1. Read this entire page and study the advertisement examples

Read this Assignment Page to gain knowledge about how individual ads and campaigns effectively reach their target audience.

2. Collect two ads from the same campaign that impress you

Find two ads of any format from any source that you believe are part of a successful advertising campaign. The ads should promote the same product(s) or service(s) or message(s) using a similar approach and taglines. NOTE: Sometimes ads have a tagline or slogan that goes with a particular product plus another overarching brand tagline or slogan. If there are two taglines, indicate which of them — or both, in unison — is driving the campaign you are analyzing.

Your found advertisements can be still (static) ads or motion (video or animated) ads. They may have originally appeared on mobile devices, in print, or on TV. Download high resolution versions or take quality screenshot copies of the two ads that you will analyze for this assignment. This link describes how to take screenshots on all devices: https://www.usatoday.com/story/tech/2022/01/10/how-to-take-screenshot-pc-mac-iphone-samsung/9103176002/ (Links to an external site.)

If you select motion ads (time based video or animation ad), take several screenshots of key scenes or frames. You will place those scenes in your assignment document to represent the main idea and flow (timing, change of scenes, etc.) of each ad. If there is audio in your found ads, describe the sounds and voices in detail (using your words), including any important spoken phrases.

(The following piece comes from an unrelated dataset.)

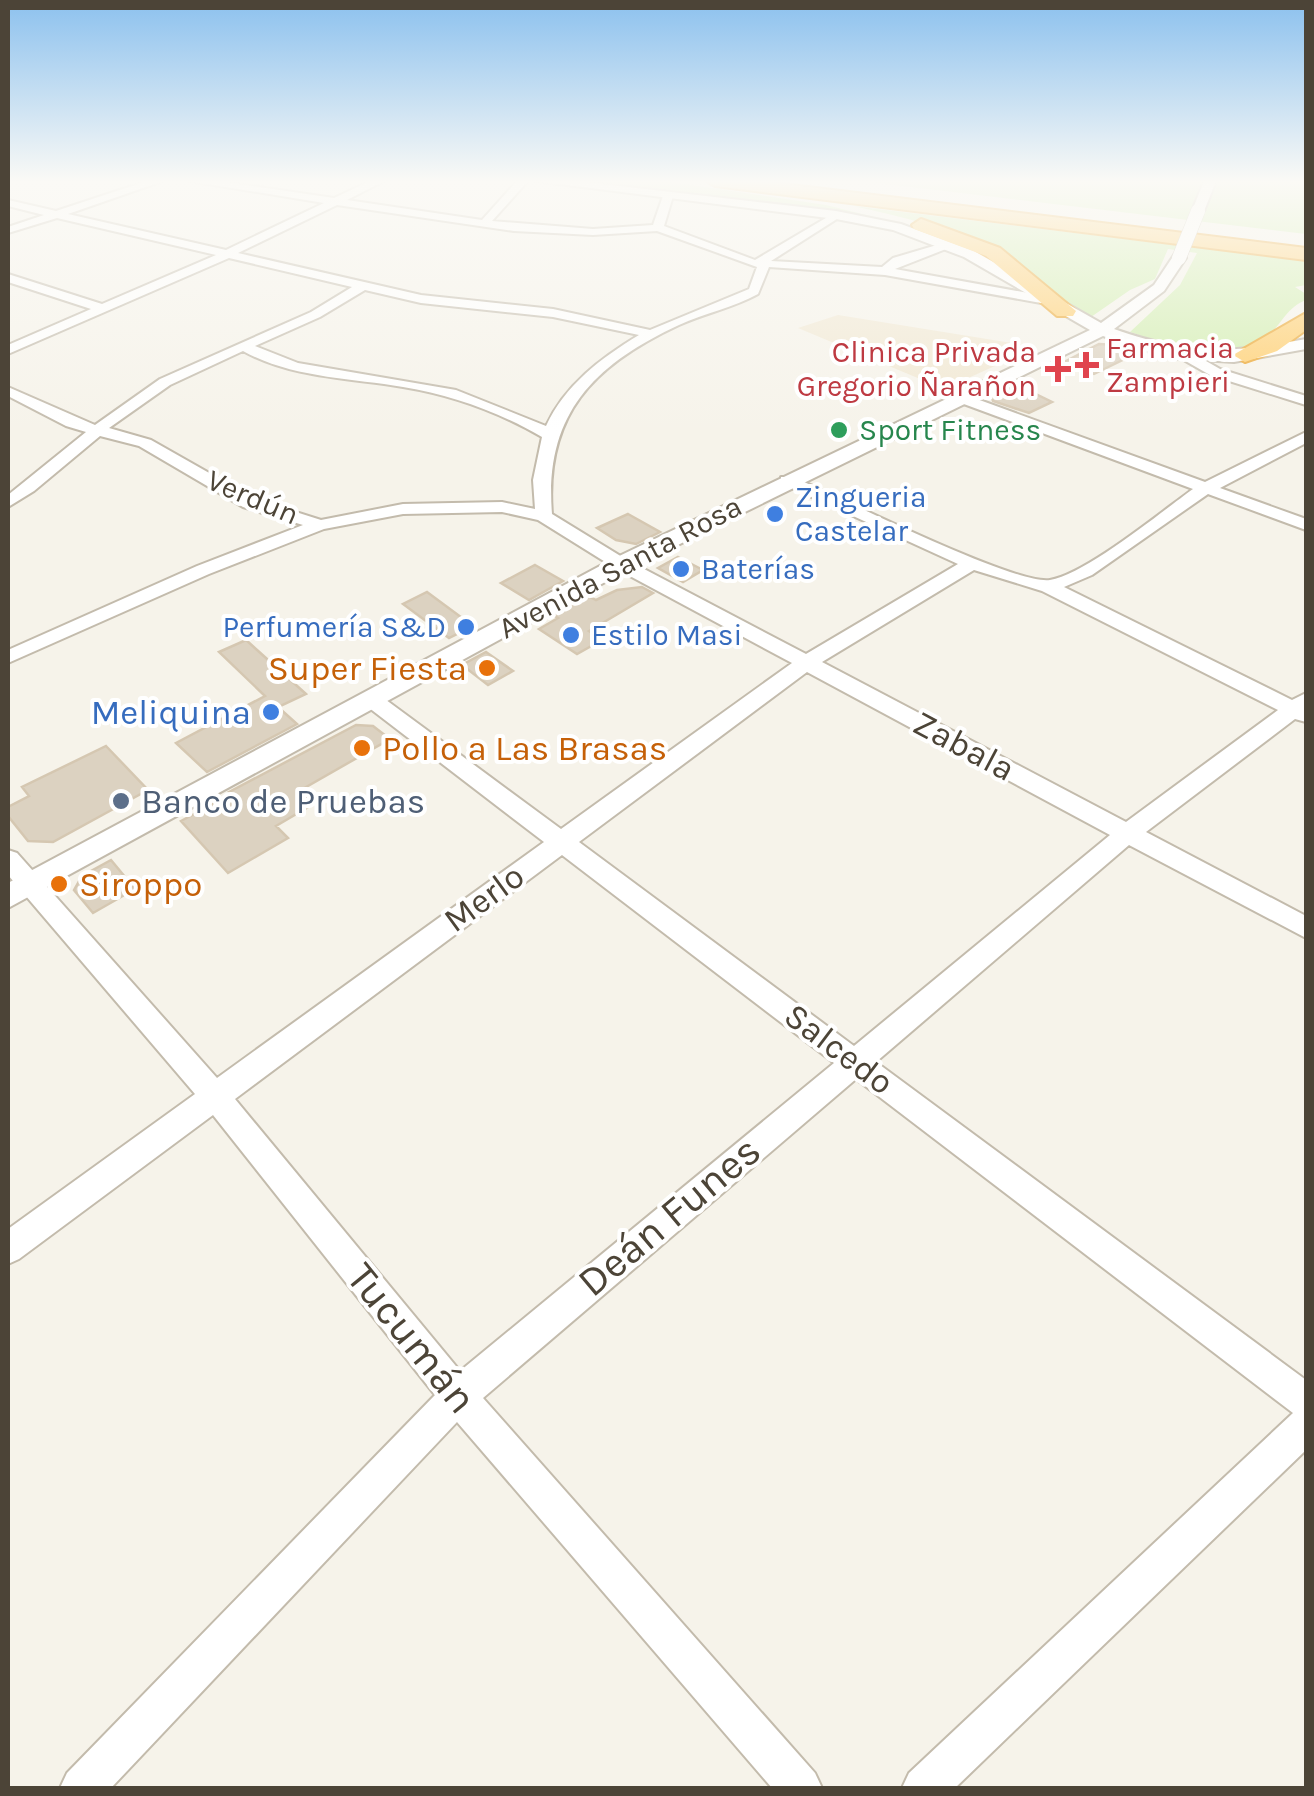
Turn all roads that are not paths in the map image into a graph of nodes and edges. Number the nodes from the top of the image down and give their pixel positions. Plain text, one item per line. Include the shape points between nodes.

3. Create your assignment document in any app 

Place or paste or import your found advertisement images into a file — letter or tabloid size at 300 ppi — using any app you want (Word, Photoshop, etc.). Create a text box in your document to write the answers to the seven required questions. Write using complete sentences, not fragments or dot points.

Title the file with “YourName-Assignment01”. Note: If you do a revision later, save your original file as a copy and alter the file title: “YourName-Assignment01-Resubmit”. You have until the last day of classes to upload any revisions. Please submit both your original document and the revised one at the same time to this assignment page in Canvas.

Do not distort the ad images (stretch or squish) when you place them into your assignment document. When copying or downloading copies of static advertisements, visit the actual page containing reproductions of the ads, if possible. This helps to avoid copying the low resolution thumbnail images that are often shown on web-search pages. You can use tools in your browser to search “high res” images. Even then, the files may not be good enough quality (legible, crisp, zoomable) for this assignment. Once you place the images of the ads that you found into your assignment document, you will be able to tell if they are blurry or clear, especially if you zoom in. If the ad text cannot be read clearly, then type the words that appear in the ads (below the ad images). The same applies to image details that may not be visible in your copies of the ads. Write descriptions of anything that is not shown clearly in your screenshots.